I cut the neckline to fit the crochet applique but if you're leaving that out you can adjust your neckline any way you want. I just widened the original crew neck style by about an inch or two by lowering the neck on all the pieces (orange line).
Next I shortened the sleeves by several inches. In the end my sleeves curved up a little at the center (purple line).
To make it a dress I measured how long I wanted the dress + seam allowances. I extended the side seams of Front and Back and gradually angled it out to an A-shape making sure I had enough ease around the hips (pink line).
Finally I copied the waistline markings that were already on the original pattern so I could add my elastic waist (green line). If your pattern doesn't have a designated waistline you can measure on your body from under your armpit to your waist then transfer that measurement to the side of your front and back pieces from the bottom of the armhole.

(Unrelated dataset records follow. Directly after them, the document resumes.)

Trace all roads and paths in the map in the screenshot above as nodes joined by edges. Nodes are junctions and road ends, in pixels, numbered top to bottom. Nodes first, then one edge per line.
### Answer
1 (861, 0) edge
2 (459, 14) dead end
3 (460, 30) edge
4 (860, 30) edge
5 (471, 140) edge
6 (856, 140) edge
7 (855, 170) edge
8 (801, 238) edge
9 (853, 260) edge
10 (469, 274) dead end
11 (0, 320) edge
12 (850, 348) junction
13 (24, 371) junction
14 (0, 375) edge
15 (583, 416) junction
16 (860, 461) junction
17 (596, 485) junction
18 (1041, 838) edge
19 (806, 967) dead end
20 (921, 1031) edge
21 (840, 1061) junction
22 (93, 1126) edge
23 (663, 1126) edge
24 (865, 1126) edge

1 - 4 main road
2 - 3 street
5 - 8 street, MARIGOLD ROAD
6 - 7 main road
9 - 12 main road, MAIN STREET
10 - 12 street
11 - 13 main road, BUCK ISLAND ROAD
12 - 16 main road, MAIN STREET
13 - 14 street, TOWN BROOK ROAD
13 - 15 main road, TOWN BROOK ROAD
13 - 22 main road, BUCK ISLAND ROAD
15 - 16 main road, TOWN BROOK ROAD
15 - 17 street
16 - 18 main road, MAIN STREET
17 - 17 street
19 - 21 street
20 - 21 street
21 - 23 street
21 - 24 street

Then just sew everything up as normal!
Just hem the sleeves and bottom. You'll have to create a new collar or binding because your neckline is now bigger. Measure your new neckline and cut a strip of fabric about 2/3-3/4 as long as the measurement and attach as normal.
For the waist you can stitch the elastic directly to the inside of the dress or I cut a strip of fabric as a casing and sewed it inside and inserted the elastic.
There you have it! Not so difficult to alter a pattern like that, right? Now go forth and sew!